- Exercise: Repeat everything in the data exactly except images.

- Stored data:
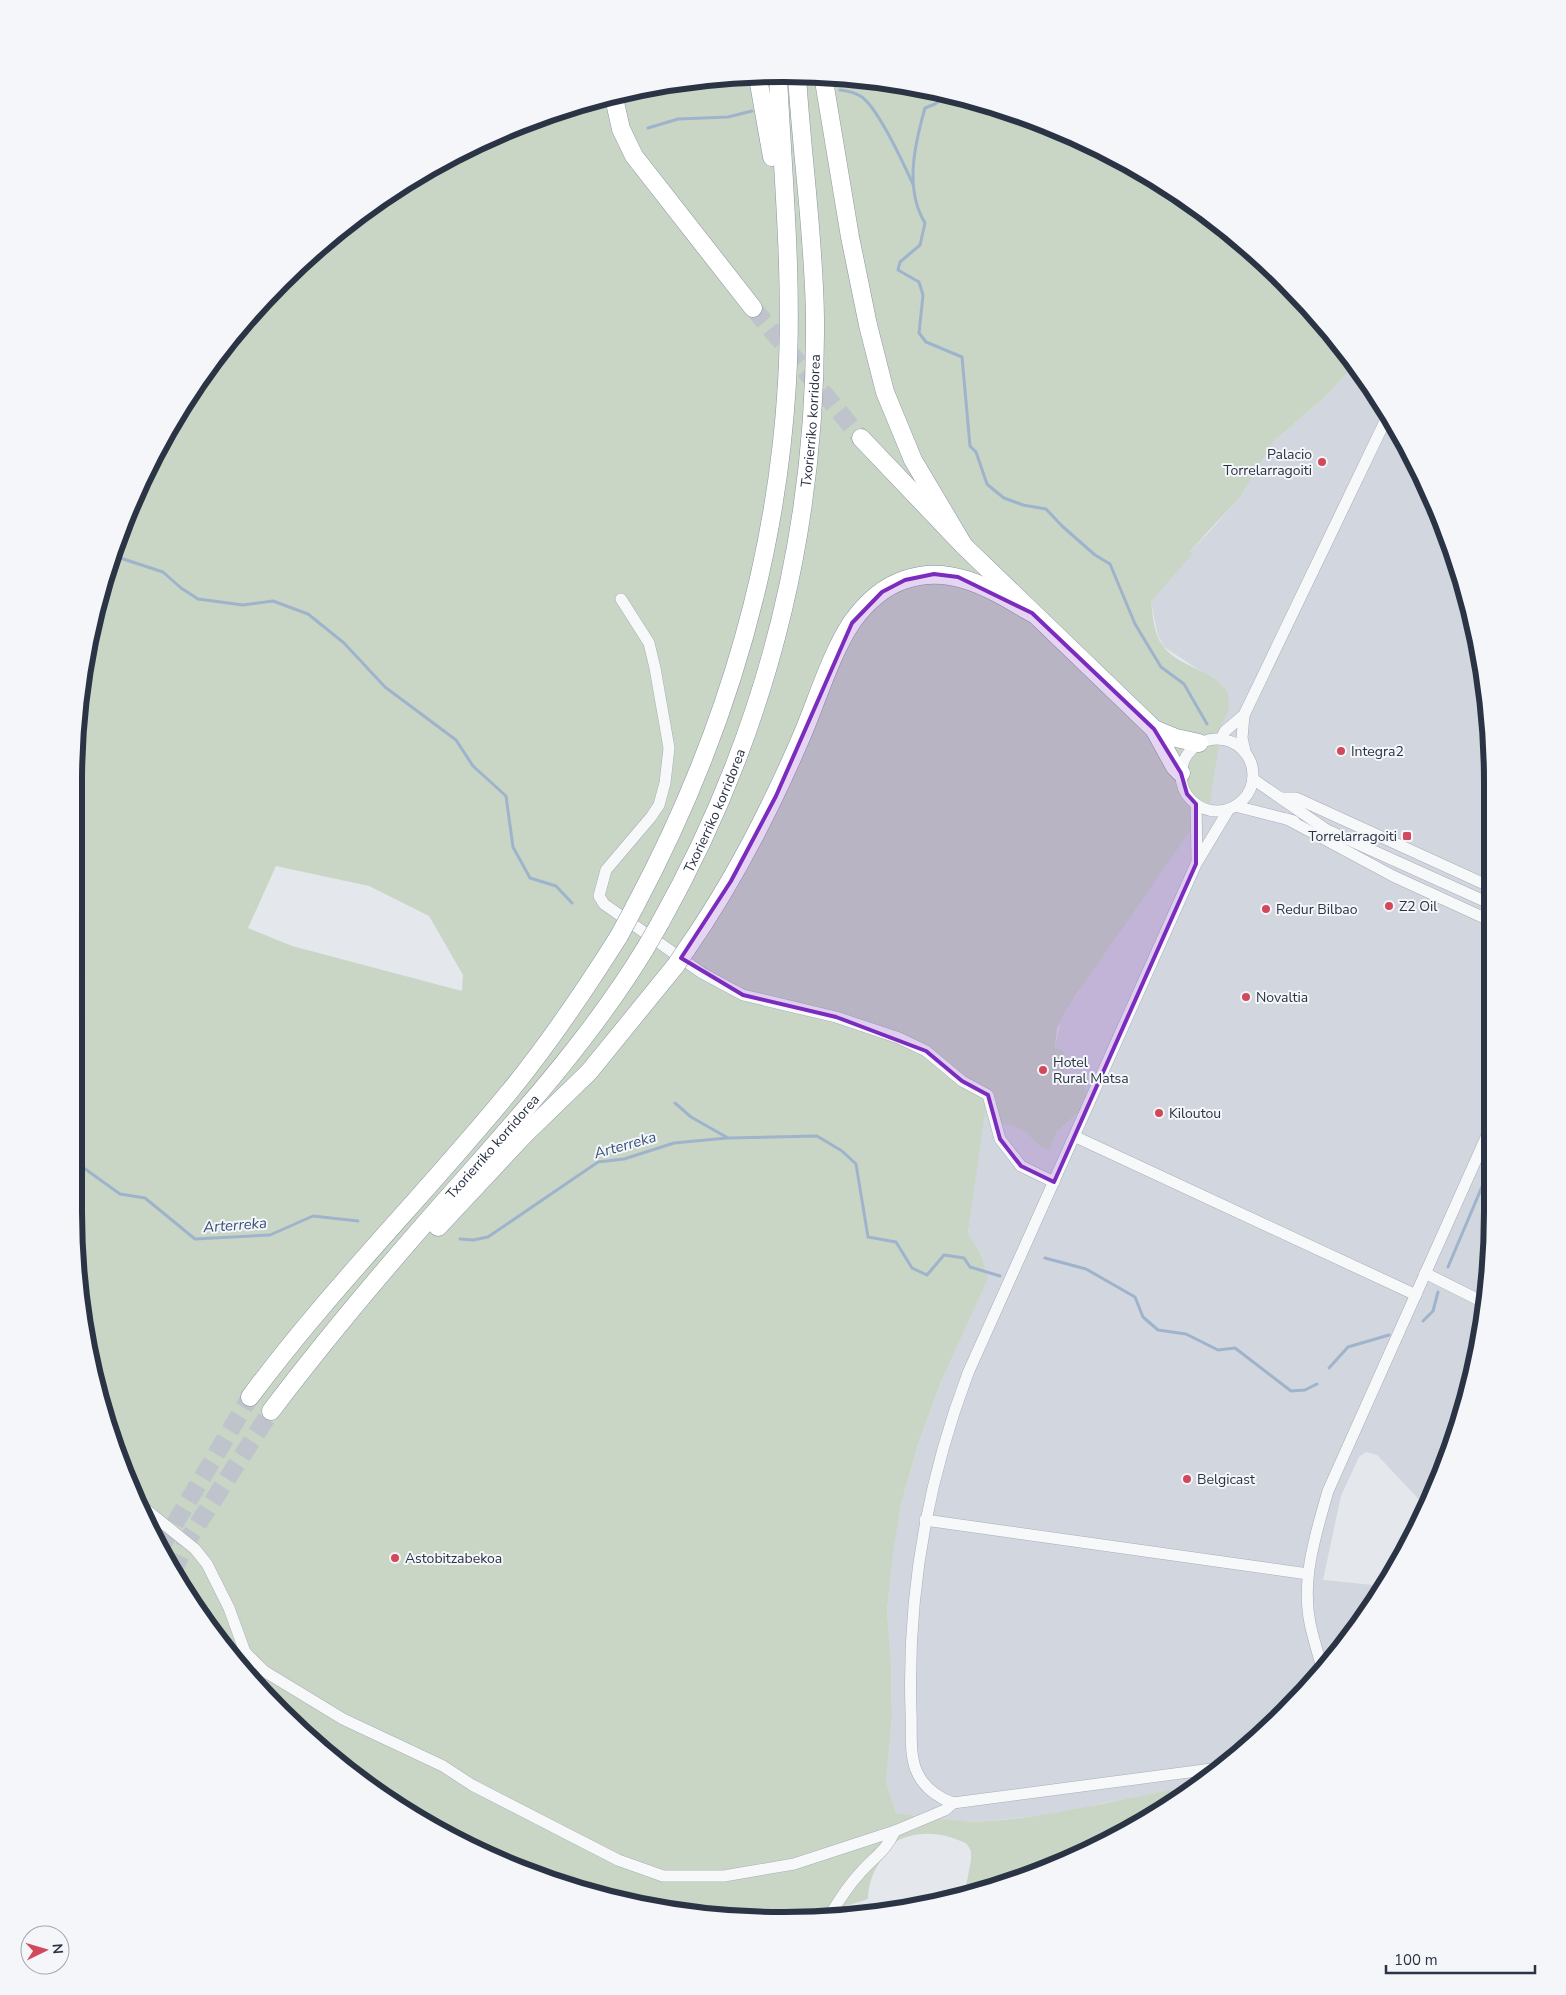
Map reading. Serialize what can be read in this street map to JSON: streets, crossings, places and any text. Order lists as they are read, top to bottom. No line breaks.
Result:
{"streets":{"highway":["Txorierriko korridorea"]},"water":["Arterreka"],"places":{"other":["Palacio Torrelarragoiti","Integra2","Z2 Oil","Redur Bilbao","Novaltia","Hotel Rural Matsa","Kiloutou","Belgicast","Astobitzabekoa"],"transit":["Torrelarragoiti"]},"scale_bar":"100 m","north":"right"}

- Answer box:
Map reading. Serialize what can be read in this street map to JSON: streets, crossings, places and any text. Order lists as they are read, top to bottom. No line breaks.
Result:
{"streets":{"highway":["Txorierriko korridorea"]},"water":["Arterreka"],"places":{"other":["Palacio Torrelarragoiti","Integra2","Z2 Oil","Redur Bilbao","Novaltia","Hotel Rural Matsa","Kiloutou","Belgicast","Astobitzabekoa"],"transit":["Torrelarragoiti"]},"scale_bar":"100 m","north":"right"}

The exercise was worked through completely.